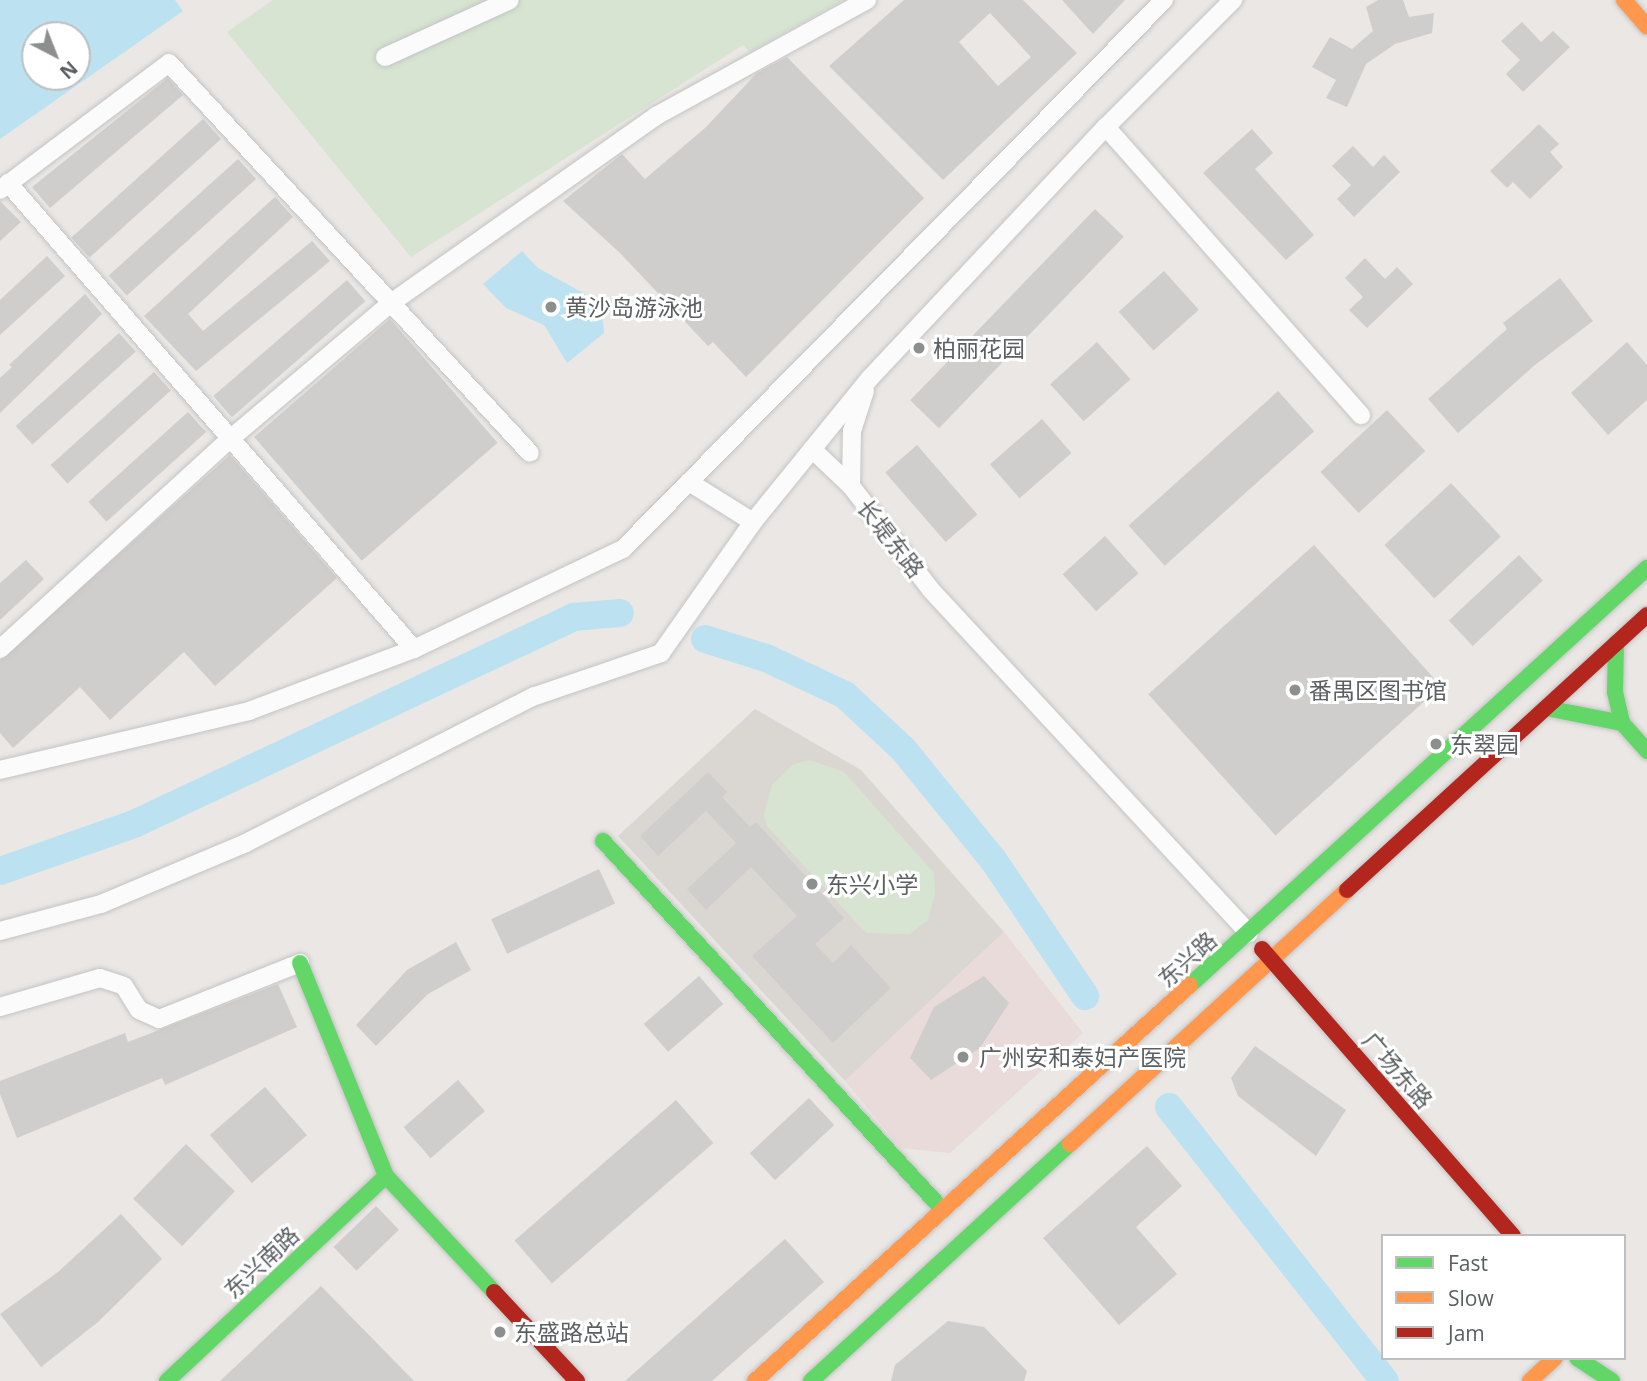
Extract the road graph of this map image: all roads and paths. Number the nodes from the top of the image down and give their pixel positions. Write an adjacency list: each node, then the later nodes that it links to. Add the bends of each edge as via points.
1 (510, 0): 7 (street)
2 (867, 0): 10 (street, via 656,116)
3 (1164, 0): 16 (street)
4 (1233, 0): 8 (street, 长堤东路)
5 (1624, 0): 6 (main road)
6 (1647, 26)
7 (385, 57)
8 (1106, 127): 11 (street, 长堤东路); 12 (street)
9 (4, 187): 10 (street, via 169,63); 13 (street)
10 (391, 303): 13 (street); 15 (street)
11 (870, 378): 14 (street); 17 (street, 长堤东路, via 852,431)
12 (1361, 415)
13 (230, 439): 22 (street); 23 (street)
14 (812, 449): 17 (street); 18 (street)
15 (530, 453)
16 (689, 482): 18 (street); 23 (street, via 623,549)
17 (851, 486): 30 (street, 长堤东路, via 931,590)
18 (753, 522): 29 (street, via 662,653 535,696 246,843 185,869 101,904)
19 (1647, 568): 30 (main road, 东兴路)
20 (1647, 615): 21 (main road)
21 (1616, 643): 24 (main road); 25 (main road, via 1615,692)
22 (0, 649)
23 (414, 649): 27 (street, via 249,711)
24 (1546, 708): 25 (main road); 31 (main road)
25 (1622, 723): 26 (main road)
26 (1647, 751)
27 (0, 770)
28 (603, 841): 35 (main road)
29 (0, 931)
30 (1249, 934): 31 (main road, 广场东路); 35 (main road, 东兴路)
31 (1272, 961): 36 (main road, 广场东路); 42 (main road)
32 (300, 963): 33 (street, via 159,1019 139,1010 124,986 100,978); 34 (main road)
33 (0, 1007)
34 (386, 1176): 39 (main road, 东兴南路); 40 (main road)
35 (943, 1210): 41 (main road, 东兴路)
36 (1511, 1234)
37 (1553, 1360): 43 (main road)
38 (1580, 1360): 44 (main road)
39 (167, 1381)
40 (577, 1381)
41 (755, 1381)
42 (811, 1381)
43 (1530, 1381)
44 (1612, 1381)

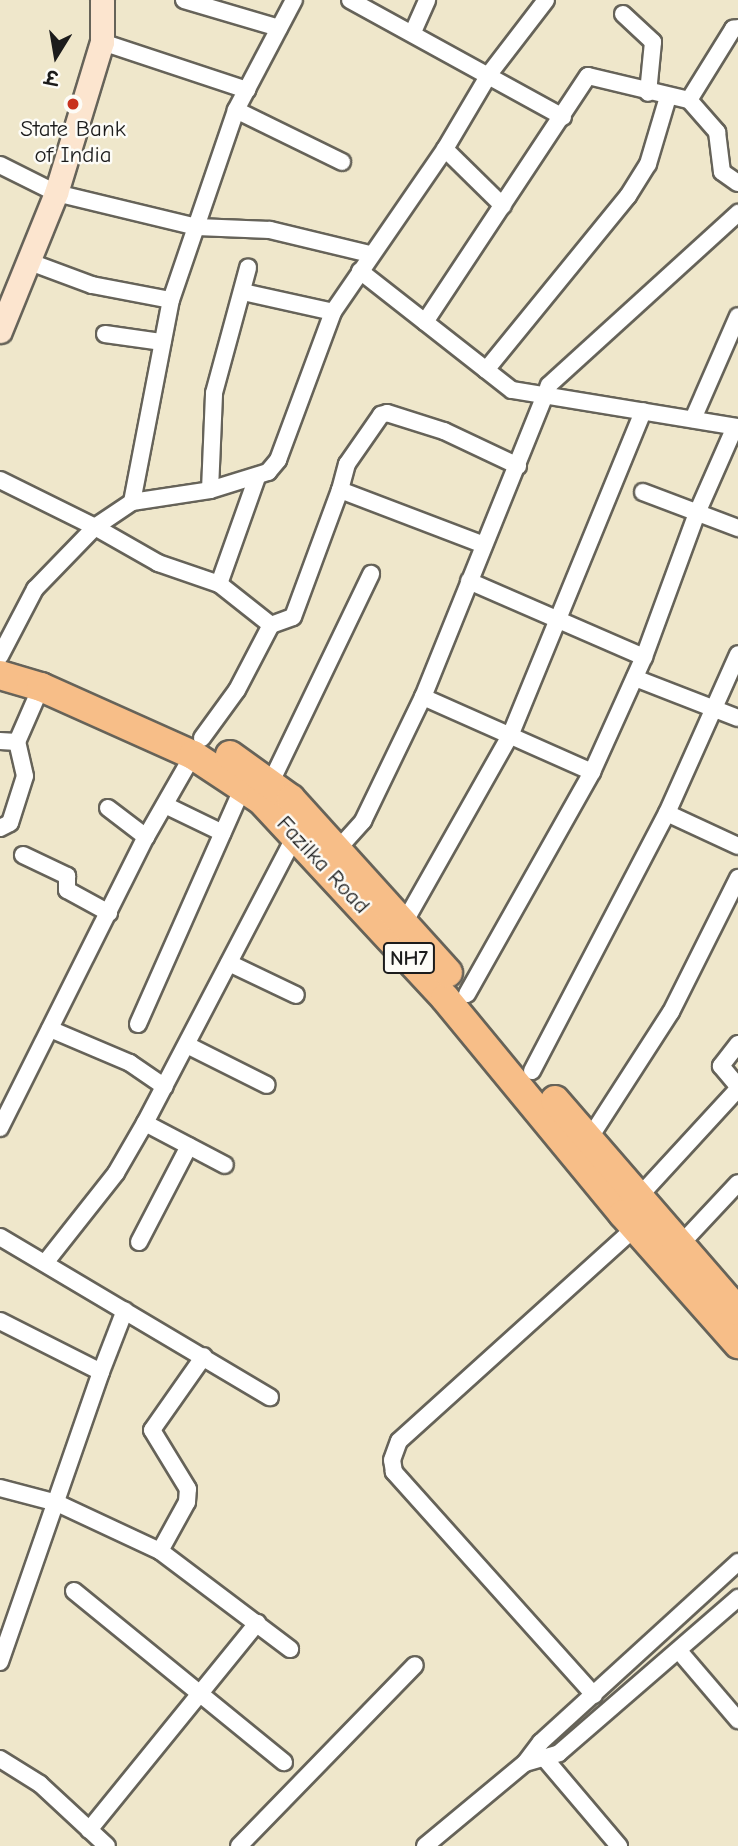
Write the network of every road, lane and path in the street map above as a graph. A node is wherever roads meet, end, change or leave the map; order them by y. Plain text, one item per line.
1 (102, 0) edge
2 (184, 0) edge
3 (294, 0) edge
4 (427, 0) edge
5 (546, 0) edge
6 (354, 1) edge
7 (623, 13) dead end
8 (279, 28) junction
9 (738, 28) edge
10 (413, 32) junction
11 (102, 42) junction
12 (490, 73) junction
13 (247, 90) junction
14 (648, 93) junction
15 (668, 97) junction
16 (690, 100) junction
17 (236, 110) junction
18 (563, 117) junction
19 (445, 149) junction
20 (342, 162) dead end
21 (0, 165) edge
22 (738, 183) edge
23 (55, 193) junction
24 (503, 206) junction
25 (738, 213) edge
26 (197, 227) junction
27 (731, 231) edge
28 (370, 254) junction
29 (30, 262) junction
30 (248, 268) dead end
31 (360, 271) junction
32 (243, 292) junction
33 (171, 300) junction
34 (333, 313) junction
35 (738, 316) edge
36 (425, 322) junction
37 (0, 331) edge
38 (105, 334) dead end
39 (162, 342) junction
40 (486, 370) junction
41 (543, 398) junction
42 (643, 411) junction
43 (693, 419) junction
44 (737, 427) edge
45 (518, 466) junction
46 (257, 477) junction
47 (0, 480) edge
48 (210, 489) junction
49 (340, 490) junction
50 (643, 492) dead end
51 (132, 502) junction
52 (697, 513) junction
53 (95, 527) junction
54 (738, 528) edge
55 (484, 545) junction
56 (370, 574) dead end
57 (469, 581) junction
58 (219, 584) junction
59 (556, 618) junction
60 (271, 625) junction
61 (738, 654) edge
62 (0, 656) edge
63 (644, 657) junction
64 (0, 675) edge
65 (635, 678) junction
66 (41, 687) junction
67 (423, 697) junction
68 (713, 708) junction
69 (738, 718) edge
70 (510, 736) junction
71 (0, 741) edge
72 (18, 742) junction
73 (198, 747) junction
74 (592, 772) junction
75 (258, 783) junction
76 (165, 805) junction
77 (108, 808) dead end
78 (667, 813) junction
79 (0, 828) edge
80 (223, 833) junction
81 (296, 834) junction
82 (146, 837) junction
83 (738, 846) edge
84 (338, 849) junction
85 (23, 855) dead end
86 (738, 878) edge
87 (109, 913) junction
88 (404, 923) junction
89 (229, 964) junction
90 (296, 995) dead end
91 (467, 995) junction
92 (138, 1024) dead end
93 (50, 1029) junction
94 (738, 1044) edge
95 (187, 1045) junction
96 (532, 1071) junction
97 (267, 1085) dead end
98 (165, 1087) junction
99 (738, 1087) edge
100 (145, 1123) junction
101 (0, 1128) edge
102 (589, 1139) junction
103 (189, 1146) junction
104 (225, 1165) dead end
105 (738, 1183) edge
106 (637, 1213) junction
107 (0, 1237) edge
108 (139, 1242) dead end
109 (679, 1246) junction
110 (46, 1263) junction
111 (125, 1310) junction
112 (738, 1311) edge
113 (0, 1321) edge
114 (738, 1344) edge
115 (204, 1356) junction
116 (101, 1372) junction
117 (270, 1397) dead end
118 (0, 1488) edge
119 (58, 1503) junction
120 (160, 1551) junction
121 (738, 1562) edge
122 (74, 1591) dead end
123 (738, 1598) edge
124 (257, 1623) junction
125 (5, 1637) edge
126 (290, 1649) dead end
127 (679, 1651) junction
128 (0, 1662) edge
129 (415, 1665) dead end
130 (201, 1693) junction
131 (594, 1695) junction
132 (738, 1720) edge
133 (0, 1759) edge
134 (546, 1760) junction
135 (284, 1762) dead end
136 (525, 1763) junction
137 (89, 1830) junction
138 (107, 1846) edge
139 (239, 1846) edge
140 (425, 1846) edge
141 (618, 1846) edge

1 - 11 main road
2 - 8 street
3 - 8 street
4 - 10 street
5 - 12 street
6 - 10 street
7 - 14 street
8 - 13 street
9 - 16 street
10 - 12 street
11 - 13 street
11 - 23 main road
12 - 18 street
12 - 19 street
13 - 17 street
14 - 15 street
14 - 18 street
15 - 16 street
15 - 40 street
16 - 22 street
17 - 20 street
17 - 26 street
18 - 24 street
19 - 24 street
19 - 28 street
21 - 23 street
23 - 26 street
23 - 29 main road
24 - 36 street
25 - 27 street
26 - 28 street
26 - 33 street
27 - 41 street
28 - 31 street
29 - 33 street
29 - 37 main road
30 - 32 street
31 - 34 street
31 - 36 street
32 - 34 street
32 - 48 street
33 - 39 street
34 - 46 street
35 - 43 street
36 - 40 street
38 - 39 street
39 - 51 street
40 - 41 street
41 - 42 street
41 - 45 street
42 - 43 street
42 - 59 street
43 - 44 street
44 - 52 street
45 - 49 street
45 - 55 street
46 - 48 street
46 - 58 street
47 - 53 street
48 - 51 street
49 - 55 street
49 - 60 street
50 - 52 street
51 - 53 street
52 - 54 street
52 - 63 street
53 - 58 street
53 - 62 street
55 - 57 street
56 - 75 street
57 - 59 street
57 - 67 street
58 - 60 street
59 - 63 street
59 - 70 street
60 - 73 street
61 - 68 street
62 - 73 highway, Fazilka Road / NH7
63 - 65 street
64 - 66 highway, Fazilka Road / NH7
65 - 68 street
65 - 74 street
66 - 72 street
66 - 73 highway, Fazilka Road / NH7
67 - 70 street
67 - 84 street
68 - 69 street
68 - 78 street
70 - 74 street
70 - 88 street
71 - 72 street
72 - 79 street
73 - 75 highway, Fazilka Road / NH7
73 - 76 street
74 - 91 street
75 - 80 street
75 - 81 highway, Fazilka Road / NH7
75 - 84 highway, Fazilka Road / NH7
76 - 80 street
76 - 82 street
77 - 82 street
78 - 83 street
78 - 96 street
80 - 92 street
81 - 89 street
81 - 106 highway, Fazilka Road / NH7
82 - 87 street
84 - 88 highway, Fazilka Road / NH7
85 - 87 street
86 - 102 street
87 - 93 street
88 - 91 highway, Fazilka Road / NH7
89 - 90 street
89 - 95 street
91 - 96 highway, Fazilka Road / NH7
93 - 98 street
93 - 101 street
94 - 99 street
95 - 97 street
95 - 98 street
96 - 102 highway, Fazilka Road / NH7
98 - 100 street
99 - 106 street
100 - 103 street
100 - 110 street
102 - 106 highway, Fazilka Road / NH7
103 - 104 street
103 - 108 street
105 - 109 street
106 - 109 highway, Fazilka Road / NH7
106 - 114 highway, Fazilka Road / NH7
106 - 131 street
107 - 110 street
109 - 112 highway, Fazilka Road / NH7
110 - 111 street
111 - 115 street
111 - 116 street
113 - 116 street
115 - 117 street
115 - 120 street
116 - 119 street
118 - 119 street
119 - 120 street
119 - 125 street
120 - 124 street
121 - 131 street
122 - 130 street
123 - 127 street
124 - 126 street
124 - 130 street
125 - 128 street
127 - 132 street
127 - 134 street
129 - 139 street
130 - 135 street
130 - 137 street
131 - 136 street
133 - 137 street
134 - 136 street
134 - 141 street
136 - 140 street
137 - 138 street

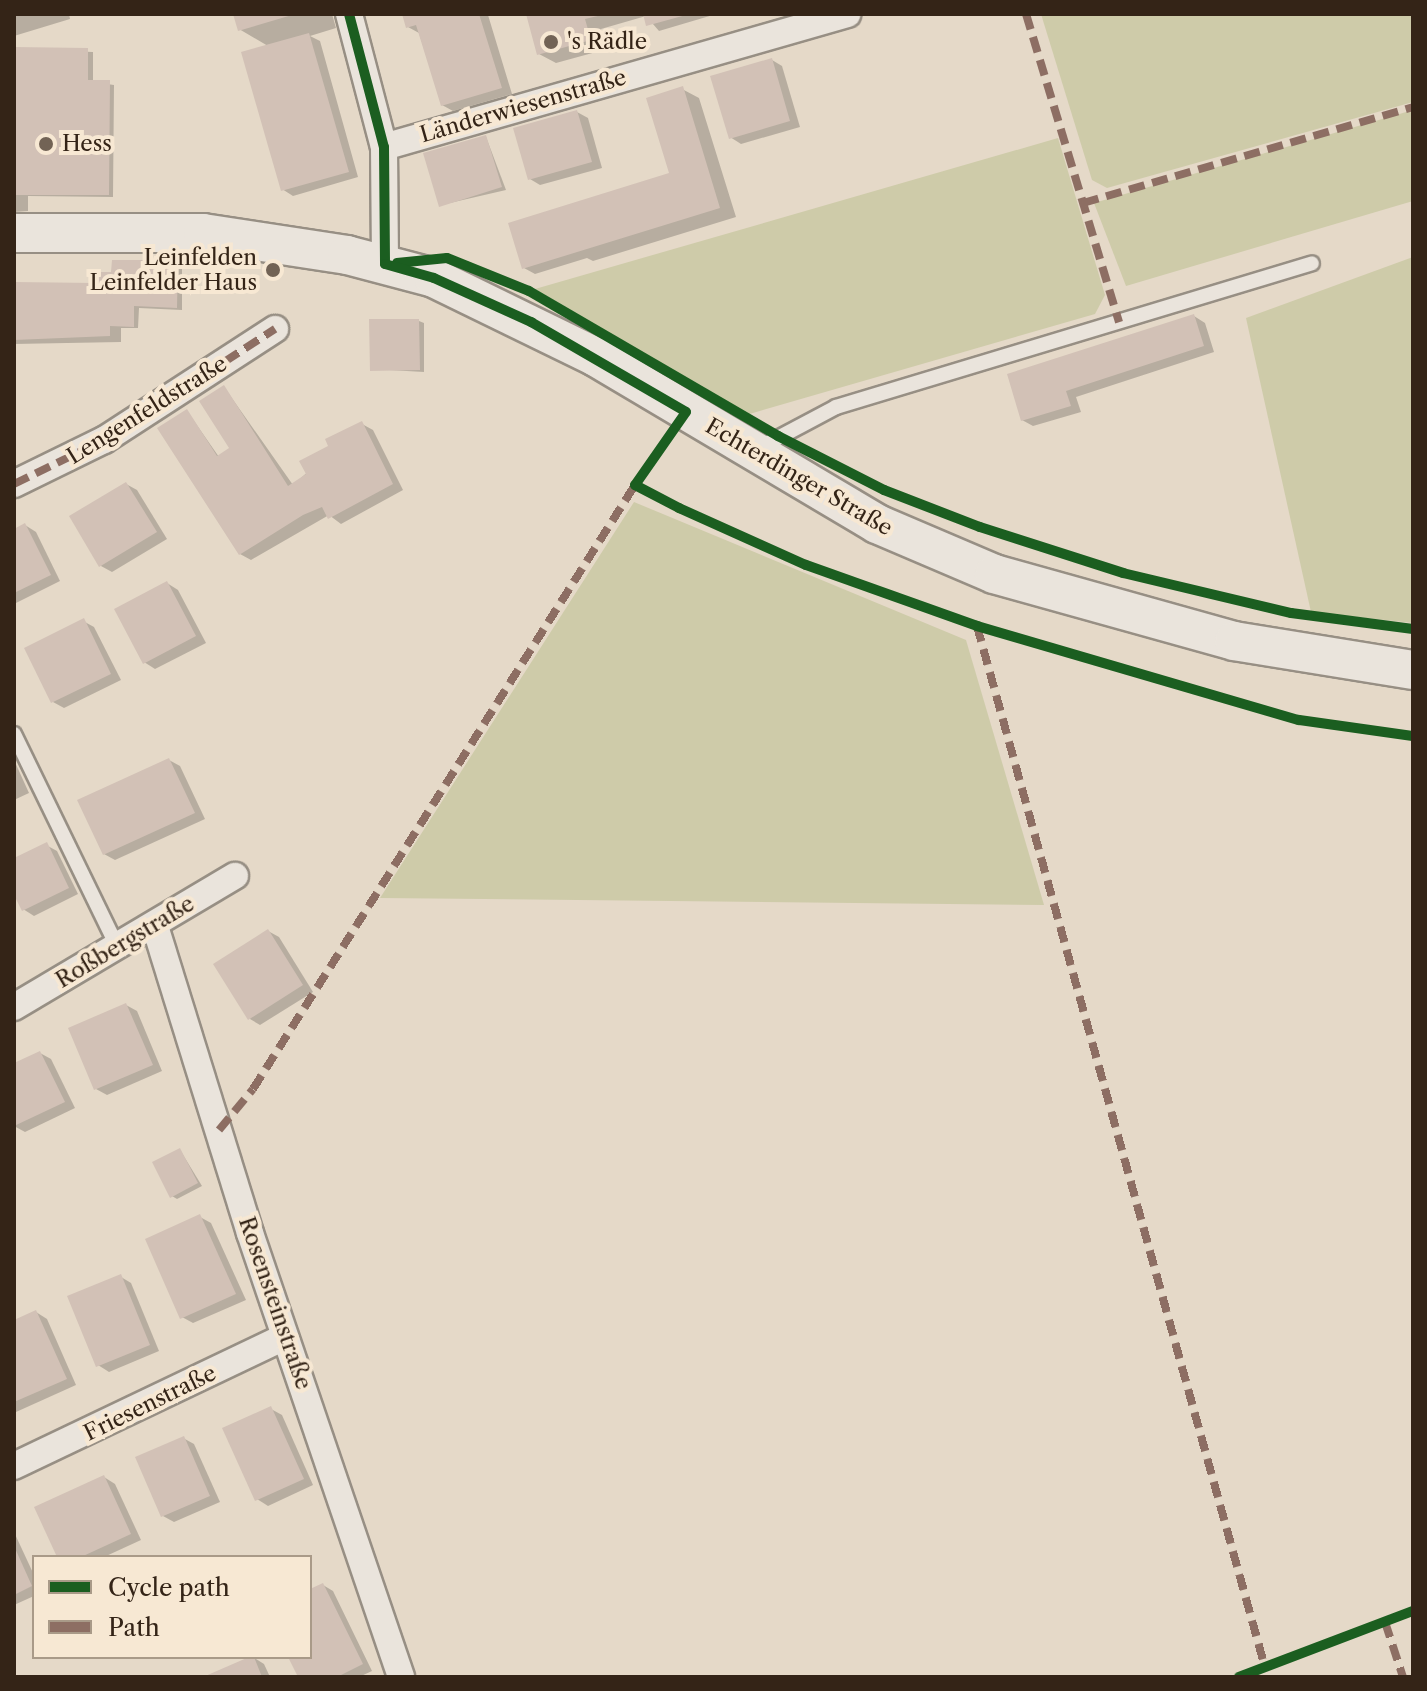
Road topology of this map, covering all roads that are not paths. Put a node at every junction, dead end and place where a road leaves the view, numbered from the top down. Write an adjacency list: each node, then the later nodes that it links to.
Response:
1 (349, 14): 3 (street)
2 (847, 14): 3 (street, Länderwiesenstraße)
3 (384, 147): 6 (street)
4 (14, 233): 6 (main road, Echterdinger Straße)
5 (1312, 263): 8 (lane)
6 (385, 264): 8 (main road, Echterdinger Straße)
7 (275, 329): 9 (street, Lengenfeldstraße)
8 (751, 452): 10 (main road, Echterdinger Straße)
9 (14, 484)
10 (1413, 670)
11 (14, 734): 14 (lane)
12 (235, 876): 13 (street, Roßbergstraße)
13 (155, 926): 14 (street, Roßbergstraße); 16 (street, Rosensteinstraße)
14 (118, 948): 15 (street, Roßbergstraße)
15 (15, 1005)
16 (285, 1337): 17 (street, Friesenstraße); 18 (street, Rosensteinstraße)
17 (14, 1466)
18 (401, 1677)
::::::::
An answer is complete only when it holds every line above containing the string "from".

→ **Task response**:
Extract the road graph of this map image: all roads and paths. Number the nodes from the top of the image down and give their pixel positions. Write an adjacency list: each node, then the later nodes that it links to. Add the bends of each edge as via points.
Road topology of this map, covering all roads that are not paths. Put a node at every junction, dead end and place where a road leaves the view, numbered from the top down. Write an adjacency list: each node, then the later nodes that it links to.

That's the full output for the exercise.